On Fri, Sep 20, 2019 at 5:42 AM Malcolm Matalka <mmatalka@gmail.com> wrote:

> I have been using GADTs to make type-safe versions of APIs that are kind
> of like printf.  I've been using this pattern by rote and now I'm
> getting to trying to understand how it works.
>
> I have the following code:
>
> module F : sig
>   type ('f, 'r) t
>
>   val z : ('r, 'r) t
>   val (//) : ('f, 'a -> 'r) t -> (unit -> 'a) -> ('f, 'r) t
> end = struct
>   type ('f, 'r) t =
>     | Z : ('r, 'r) t
>     | S : (('f, 'a -> 'r) t * (unit -> 'a)) -> ('f, 'r) t
>
>   let z = Z
>   let (//) t f = S (t, f)
> end
>
> And the following usage:
>
> utop # F.(z // (fun () -> Int32.zero) // (fun () -> ""));;
> - : (int32 -> string -> '_weak1, '_weak1) F.t = <abstr>
>
> I understand how 'r is '_weak1 (I think), but I'm still trying to figure
> out how 'f gets its type by applying (//).  I think I have an
> explanation below, and I'm hoping someone can say if it's correct and/or
> simplify it.
>
> Explanation:
>
> The constructor Z says that 'f and 'r, are the same (Z : ('r, 'r) t).

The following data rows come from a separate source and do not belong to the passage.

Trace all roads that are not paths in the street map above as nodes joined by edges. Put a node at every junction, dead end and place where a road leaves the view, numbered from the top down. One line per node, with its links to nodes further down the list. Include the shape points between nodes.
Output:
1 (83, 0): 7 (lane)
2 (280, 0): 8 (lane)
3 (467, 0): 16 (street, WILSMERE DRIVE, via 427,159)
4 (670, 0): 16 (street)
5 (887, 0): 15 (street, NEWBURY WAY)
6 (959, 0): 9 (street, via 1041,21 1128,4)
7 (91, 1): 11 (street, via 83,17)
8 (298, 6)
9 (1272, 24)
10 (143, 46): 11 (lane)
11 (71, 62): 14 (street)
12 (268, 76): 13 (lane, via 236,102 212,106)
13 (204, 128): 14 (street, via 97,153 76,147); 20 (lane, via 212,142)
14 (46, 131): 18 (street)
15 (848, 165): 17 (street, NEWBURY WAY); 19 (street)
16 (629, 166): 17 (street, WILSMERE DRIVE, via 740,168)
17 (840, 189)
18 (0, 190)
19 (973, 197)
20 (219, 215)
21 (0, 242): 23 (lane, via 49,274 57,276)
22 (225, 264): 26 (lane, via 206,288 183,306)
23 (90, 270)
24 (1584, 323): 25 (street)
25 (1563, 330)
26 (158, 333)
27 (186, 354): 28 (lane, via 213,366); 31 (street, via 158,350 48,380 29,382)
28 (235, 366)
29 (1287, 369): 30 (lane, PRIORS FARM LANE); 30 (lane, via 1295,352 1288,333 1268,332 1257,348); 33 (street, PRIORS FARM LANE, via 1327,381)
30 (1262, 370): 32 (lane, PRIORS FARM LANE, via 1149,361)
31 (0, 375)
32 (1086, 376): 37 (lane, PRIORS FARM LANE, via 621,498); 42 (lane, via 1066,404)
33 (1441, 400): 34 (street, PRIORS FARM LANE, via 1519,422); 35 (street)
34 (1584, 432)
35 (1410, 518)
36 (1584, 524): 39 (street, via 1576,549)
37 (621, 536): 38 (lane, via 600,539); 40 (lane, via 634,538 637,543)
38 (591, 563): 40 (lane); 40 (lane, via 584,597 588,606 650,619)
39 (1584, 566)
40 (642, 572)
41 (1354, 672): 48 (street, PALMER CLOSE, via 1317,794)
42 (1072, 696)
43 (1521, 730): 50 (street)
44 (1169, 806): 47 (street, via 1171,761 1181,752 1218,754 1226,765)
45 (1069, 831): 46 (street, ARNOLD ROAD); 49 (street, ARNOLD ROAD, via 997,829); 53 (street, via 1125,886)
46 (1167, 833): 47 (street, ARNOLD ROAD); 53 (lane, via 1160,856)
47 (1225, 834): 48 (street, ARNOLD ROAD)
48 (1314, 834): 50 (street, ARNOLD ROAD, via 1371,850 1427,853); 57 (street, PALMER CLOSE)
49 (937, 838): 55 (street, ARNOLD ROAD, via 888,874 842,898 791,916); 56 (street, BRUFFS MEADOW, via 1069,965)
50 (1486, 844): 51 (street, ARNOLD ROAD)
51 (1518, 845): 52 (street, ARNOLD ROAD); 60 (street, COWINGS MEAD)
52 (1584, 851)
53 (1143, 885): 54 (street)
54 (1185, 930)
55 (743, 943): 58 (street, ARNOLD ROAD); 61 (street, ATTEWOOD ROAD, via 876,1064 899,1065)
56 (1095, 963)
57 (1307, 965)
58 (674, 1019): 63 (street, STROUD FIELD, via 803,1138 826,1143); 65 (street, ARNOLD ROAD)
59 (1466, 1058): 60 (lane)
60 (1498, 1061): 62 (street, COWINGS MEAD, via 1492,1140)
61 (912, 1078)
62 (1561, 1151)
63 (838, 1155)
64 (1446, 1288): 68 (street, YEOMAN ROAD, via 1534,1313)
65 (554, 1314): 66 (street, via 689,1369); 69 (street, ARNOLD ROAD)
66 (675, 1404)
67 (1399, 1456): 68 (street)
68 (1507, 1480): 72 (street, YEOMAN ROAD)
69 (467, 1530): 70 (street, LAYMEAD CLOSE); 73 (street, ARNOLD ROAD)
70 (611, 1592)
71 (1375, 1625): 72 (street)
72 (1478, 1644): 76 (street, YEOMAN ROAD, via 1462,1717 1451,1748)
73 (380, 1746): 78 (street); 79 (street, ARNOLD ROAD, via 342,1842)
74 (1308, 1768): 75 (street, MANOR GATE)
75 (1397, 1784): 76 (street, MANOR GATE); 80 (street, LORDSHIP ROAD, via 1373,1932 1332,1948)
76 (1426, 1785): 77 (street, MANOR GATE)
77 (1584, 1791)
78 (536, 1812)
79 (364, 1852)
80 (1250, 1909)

> The constructor S says that the (_, _) t that it takes has some type 'f,
> but that the second type variable must be of the form 'a -> 'r, sort of
> deconstructing pattern match on the type (if that makes sense).  And if
> that (_, _) t is a Z, where we have stated the two type variables have
> the same value, that means 'f must also be ('a -> 'r). So for the
> first application of (//) it makes sense.  If we apply (//) again, the
> first parameter has the type (int32 -> '_weak1, '_weak1) t, but that
> must actually mean '_weak1 in this case is string -> '_weak, and then
> this is where things become jumbled in my head.  If the passed in (_, _)
> t must be (string -> '_weak), and the inner type actually must be (int32
> -> '_weak), then, the inner inner type must be ('_weak), the type of 'r
> at Z must be (string -> int32 -> '_weak), and since 'r, and 'f are the
> same type for Z, 'f must also be (string -> int32 -> '_weak), and that
> knowledge propagates back up?  But that doesn't feel quite right to me,
> either.
>
> With the help of reading other code, I've figured out how to make a
> function that uses a type like this that works like kprintf, however
> where I'm going in this case is that I want to take a function that
> matches 'f and apply it to the result of my functions.
>
> Something like:
>
>   let rec bind : type f r. f -> (f, r) t -> r = fun f -> function
>     | Z ->
>       f
>     | S (t, v) ->
>       bind (f (v ())) t
>
> However, this does not compile given:
>
> Error: This expression has type f
>        This is not a function; it cannot be applied.
>
> My understanding was if I have Z, and an input that has the type f, then
> that is just the return type since at Z, f and r are the same type.  And
> than at S, I can peel away the type of f by applying the function f and
> then recursively calling.  But my understanding is missing something.
>
> Does this make sense?
>
> What am I not understanding?
>
> Thank you,
> /Malcolm
>